SteamPunk - What Defines a Genre?

One of the stories that I'm working on - researching, right now - is a steampunk legend called Golem.

But what makes it steampunk?

Set in Victorian times? It's set in 1905, but in Odessa, Russia, not part of the British Empire.

New-fangled Tech? Yes, the MMC is a jeweler and he makes little clockwork insects. It's also in the Industrial Revolution.

Magic? Heck yeah. I'm researching Kaballah magic as part of this.

But a friend and I were discussing this in chat this afternoon and that doesn't really address the "punk" in steampunk.

The jist of our discussion was that steampunk isn't purely escapist - it may not be all dark, but there's a dark side to it. The RDJr. Sherlock Holmes showed the gritty bits of London, for example. And there are classes and class tensions in steampunk, unlike, say... Regency Romance (my friend's example).

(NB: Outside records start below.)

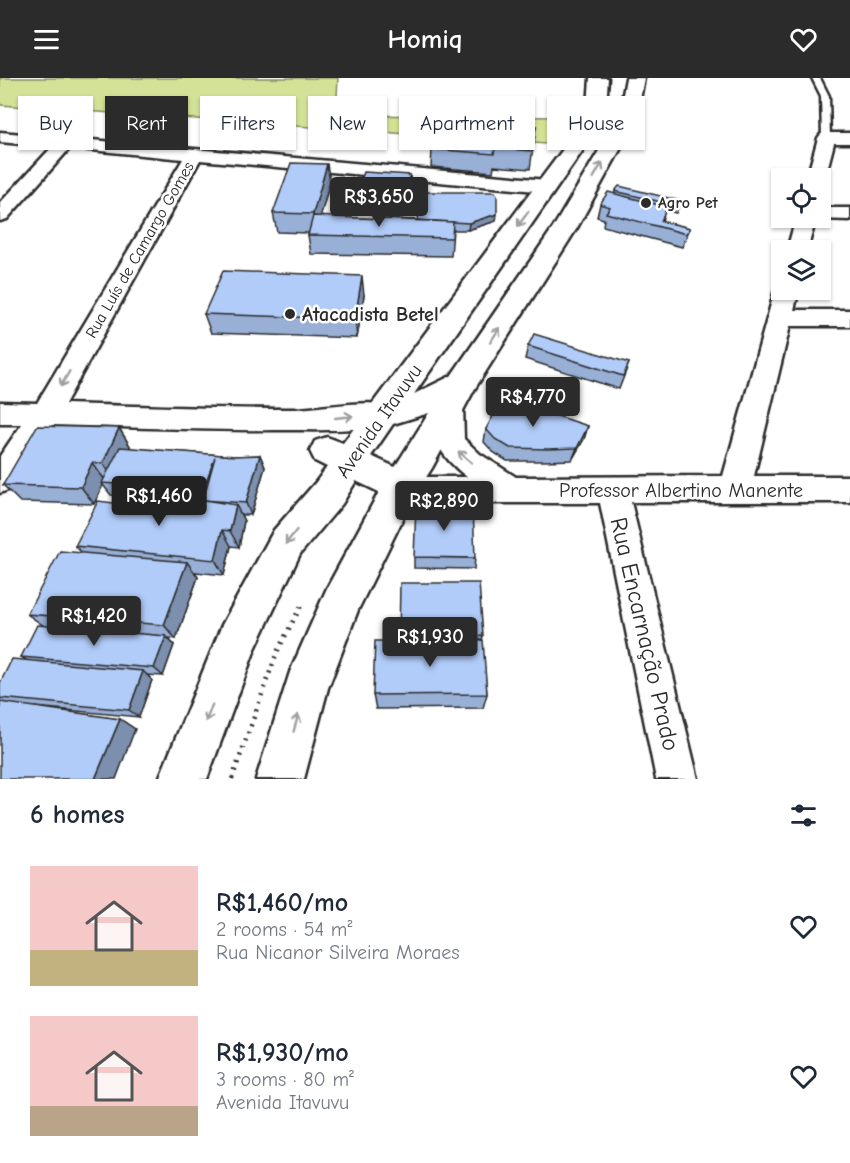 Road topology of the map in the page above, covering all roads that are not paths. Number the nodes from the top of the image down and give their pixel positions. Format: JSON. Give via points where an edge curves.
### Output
{"nodes":[{"id":1,"x":599,"y":78,"type":"edge"},
{"id":2,"x":635,"y":78,"type":"edge"},
{"id":3,"x":816,"y":78,"type":"edge"},
{"id":4,"x":0,"y":137,"type":"edge"},
{"id":5,"x":827,"y":138,"type":"junction"},
{"id":6,"x":850,"y":138,"type":"edge"},
{"id":7,"x":18,"y":139,"type":"edge"},
{"id":8,"x":93,"y":146,"type":"edge"},
{"id":9,"x":59,"y":150,"type":"edge"},
{"id":10,"x":194,"y":155,"type":"junction"},
{"id":11,"x":819,"y":168,"type":"edge"},
{"id":12,"x":547,"y":186,"type":"junction"},
{"id":13,"x":831,"y":214,"type":"edge"},
{"id":14,"x":850,"y":214,"type":"edge"},
{"id":15,"x":0,"y":215,"type":"edge"},
{"id":16,"x":784,"y":300,"type":"edge"},
{"id":17,"x":780,"y":318,"type":"junction"},
{"id":18,"x":850,"y":318,"type":"edge"},
{"id":19,"x":456,"y":395,"type":"junction"},
{"id":20,"x":0,"y":413,"type":"edge"},
{"id":21,"x":45,"y":414,"type":"junction"},
{"id":22,"x":382,"y":414,"type":"junction"},
{"id":23,"x":243,"y":420,"type":"junction"},
{"id":24,"x":335,"y":469,"type":"junction"},
{"id":25,"x":0,"y":480,"type":"edge"},
{"id":26,"x":401,"y":486,"type":"junction"},
{"id":27,"x":735,"y":489,"type":"junction"},
{"id":28,"x":850,"y":489,"type":"edge"},
{"id":29,"x":512,"y":490,"type":"junction"},
{"id":30,"x":613,"y":490,"type":"junction"},
{"id":31,"x":183,"y":779,"type":"edge"},
{"id":32,"x":280,"y":779,"type":"edge"},
{"id":33,"x":677,"y":779,"type":"edge"}],
"edges":[{"from":1,"to":12,"type":"main road","name":"Avenida Itavuvu","via":[[597,107],[582,137]]},
{"from":19,"to":2,"type":"main road","one_way":true,"via":[[565,228],[617,137],[630,105]]},
{"from":3,"to":5,"type":"lane","via":[[825,96]]},
{"from":4,"to":7,"type":"street"},
{"from":5,"to":6,"type":"street"},
{"from":5,"to":11,"type":"street"},
{"from":8,"to":10,"type":"street"},
{"from":9,"to":15,"type":"street"},
{"from":10,"to":12,"type":"street"},
{"from":10,"to":21,"type":"street","name":"Rua Luís de Camargo Gomes","one_way":true},
{"from":12,"to":22,"type":"main road","name":"Avenida Itavuvu","one_way":true},
{"from":13,"to":14,"type":"street"},
{"from":16,"to":17,"type":"street"},
{"from":17,"to":18,"type":"street"},
{"from":17,"to":27,"type":"street"},
{"from":19,"to":22,"type":"main road"},
{"from":19,"to":26,"type":"main road"},
{"from":29,"to":19,"type":"street","one_way":true,"via":[[452,446],[448,427]]},
{"from":20,"to":21,"type":"street"},
{"from":21,"to":23,"type":"street"},
{"from":21,"to":25,"type":"street","name":"Rua Luís de Camargo Gomes"},
{"from":23,"to":22,"type":"street","one_way":true,"via":[[323,420]]},
{"from":22,"to":24,"type":"main road","name":"Avenida Itavuvu"},
{"from":23,"to":24,"type":"street","via":[[288,425],[311,434]]},
{"from":24,"to":26,"type":"main road"},
{"from":24,"to":31,"type":"main road","name":"Avenida Itavuvu","one_way":true,"via":[[287,542],[237,640]]},
{"from":26,"to":29,"type":"street","name":"Professor Albertino Manente","via":[[419,490]]},
{"from":32,"to":26,"type":"main road","one_way":true,"via":[[306,688],[336,612]]},
{"from":27,"to":28,"type":"street","name":"Professor Albertino Manente"},
{"from":27,"to":30,"type":"street","name":"Professor Albertino Manente"},
{"from":29,"to":30,"type":"street","name":"Professor Albertino Manente"},
{"from":30,"to":33,"type":"street","name":"Rua Encarnação Prado"}]} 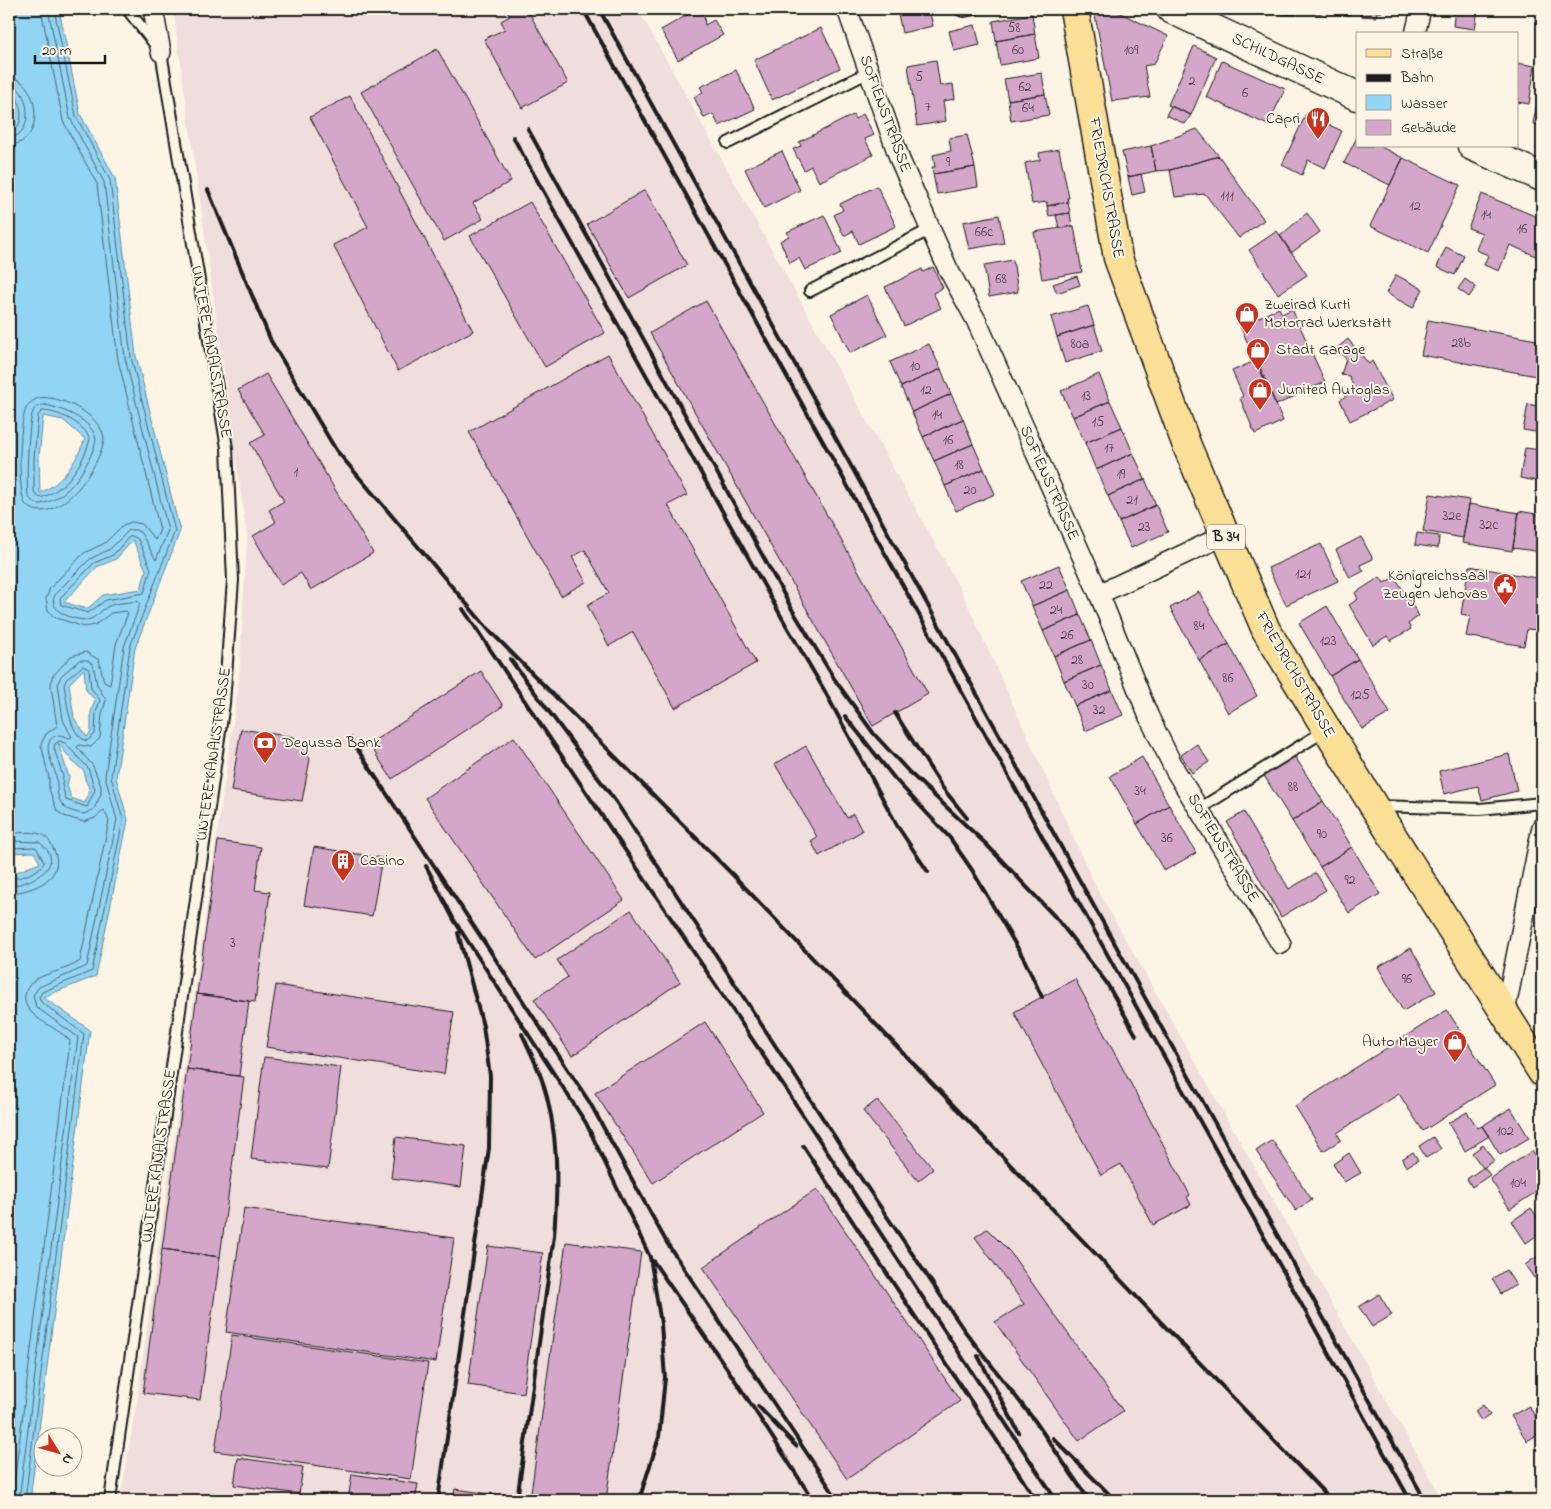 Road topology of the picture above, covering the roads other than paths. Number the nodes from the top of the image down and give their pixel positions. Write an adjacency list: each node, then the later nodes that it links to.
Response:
1 (127, 9): 10 (lane)
2 (153, 9): 10 (street, UNTERE KANALSTRASSE)
3 (847, 9): 11 (street, SOFIENSTRASSE)
4 (959, 9): 5 (lane)
5 (974, 9)
6 (1074, 9): 18 (main road, FRIEDRICHSTRASSE / B 34)
7 (1171, 9): 12 (street, SCHILDGASSE)
8 (1421, 9): 9 (street)
9 (1415, 32)
10 (161, 52): 28 (lane, UNTERE KANALSTRASSE)
11 (869, 72): 13 (lane); 16 (street, SOFIENSTRASSE)
12 (1356, 96)
13 (728, 143)
14 (1476, 148): 15 (street)
15 (1542, 178)
16 (931, 229): 17 (lane); 19 (street, SOFIENSTRASSE)
17 (810, 291)
18 (1225, 535): 19 (street); 20 (main road, FRIEDRICHSTRASSE / B 34)
19 (1099, 594): 23 (street, SOFIENSTRASSE)
20 (1326, 730): 22 (main road, FRIEDRICHSTRASSE / B 34); 23 (lane)
21 (1542, 803): 22 (lane)
22 (1373, 805): 26 (main road, FRIEDRICHSTRASSE / B 34)
23 (1199, 809): 25 (street, SOFIENSTRASSE)
24 (1542, 827): 26 (street)
25 (1281, 944)
26 (1506, 1012): 27 (main road, FRIEDRICHSTRASSE / B 34)
27 (1542, 1072)
28 (110, 1500) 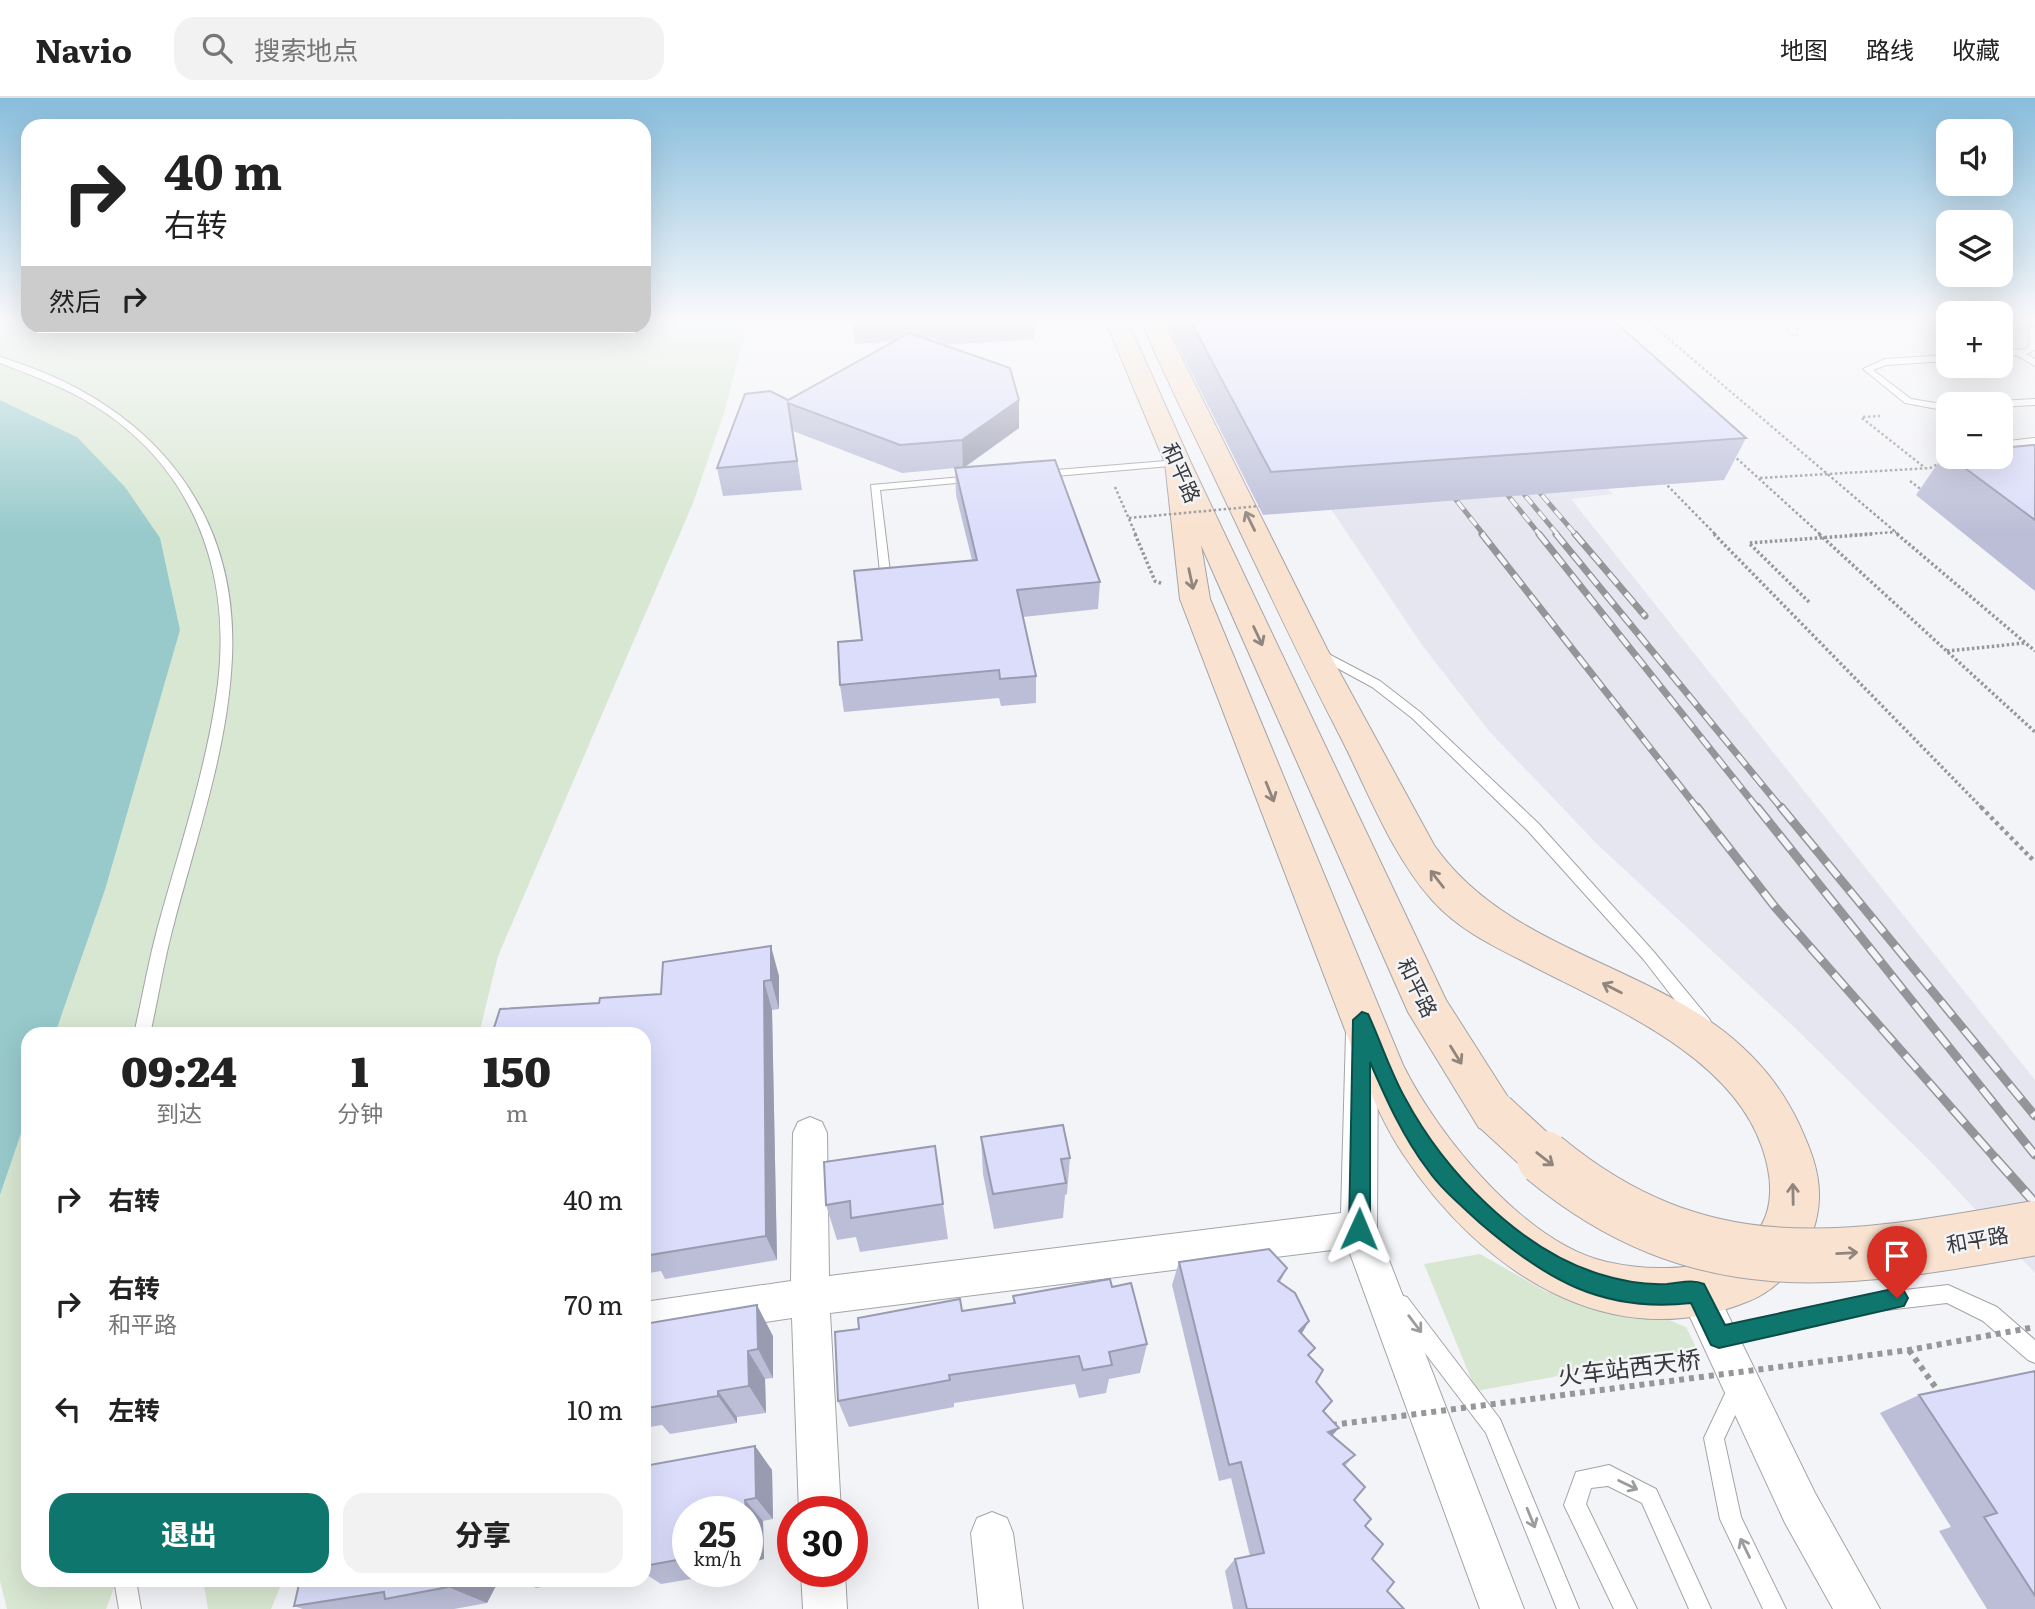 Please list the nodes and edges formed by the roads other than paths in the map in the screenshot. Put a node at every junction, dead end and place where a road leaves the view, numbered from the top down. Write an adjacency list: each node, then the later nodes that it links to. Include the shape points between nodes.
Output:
1 (78, 393): 16 (lane, via 153,444 183,482 219,567 226,621 221,694 201,800 163,934)
2 (1148, 393): 10 (main road, 和平路)
3 (1187, 393): 14 (main road, 和平路, one-way to 3)
4 (1897, 393): 7 (lane, via 1908,401)
5 (2035, 402): 6 (lane)
6 (2013, 403)
7 (1936, 406)
8 (2035, 441): 9 (lane)
9 (2013, 444)
10 (1178, 463): 11 (lane); 15 (main road, 和平路, one-way to 15, via 1195,599); 19 (main road, 和平路, one-way to 19, bridge, via 1430,1012 1495,1113 1532,1149 1577,1185 1629,1215 1681,1238 1733,1250 1794,1255 1919,1248)
11 (1026, 475)
12 (985, 478): 13 (lane, via 875,487)
13 (885, 580)
14 (1311, 649): 17 (lane, via 1376,684 1416,715 1533,827 1649,956); 17 (main road, 和平路, one-way to 14, via 1694,1032 1488,924 1450,894 1420,855)
15 (1362, 1020): 20 (street); 22 (main road, 和平路, via 1397,1102 1435,1164 1522,1245 1564,1274 1610,1290 1653,1295)
16 (143, 1027)
17 (1752, 1087): 22 (main road, 和平路, one-way to 17, via 1726,1284 1754,1269 1776,1250 1790,1222 1790,1158 1775,1122)
18 (810, 1133): 23 (street)
19 (2035, 1228)
20 (1359, 1229): 21 (street); 23 (street)
21 (1374, 1269): 35 (street); 36 (lane, one-way to 36, via 1493,1426)
22 (1697, 1291): 25 (street)
23 (810, 1297): 24 (street); 28 (street)
24 (651, 1320)
25 (1719, 1337): 26 (lane, via 1878,1301 1948,1294 1990,1314); 27 (street)
26 (2035, 1353)
27 (1741, 1383): 39 (lane, one-way to 27, via 1731,1519 1714,1438); 40 (street, via 1800,1508)
28 (819, 1496)
29 (992, 1533): 34 (street)
30 (126, 1587): 32 (lane)
31 (824, 1587): 33 (street)
32 (130, 1609)
33 (825, 1609)
34 (1001, 1609)
35 (1502, 1609)
36 (1568, 1609)
37 (1626, 1609): 38 (lane, one-way to 38, via 1575,1505 1583,1479 1609,1475 1650,1496)
38 (1700, 1609)
39 (1775, 1609)
40 (1857, 1609)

Steampunk does not really pretend to be literature, but it's more than escapist fantasy. It addresses social issues, or the best tend to. Gail Carriger's Parasol Protectorate series deals with very disparate creatures living together in civility and how hard that is. Meljean Brook's The Iron Duke deals with winning freedom from oppression and how, even whe they're free, it's not easy. There are still consequences.

All of this is making me want to work on that steampunk story set in Odessa, before the Soviet revolution. But first, I need to get this other story ready for my betas.

What steampunk have you read? How would you define the steampunk genre?








Photo: A Steampunk Pendant by Vaughn & Sean Saball Credit: Wikimedia Commons, Creative Commons Attribution-Share Alike 3.0 Unported license/by Vaughn & Sean Saball

1 comment:

  1. I don't think I've read any, but there is this mini-series on Hulu called Riese: Kingdom Falling. Not really well done, in my non-expert opinion, but its steampunk.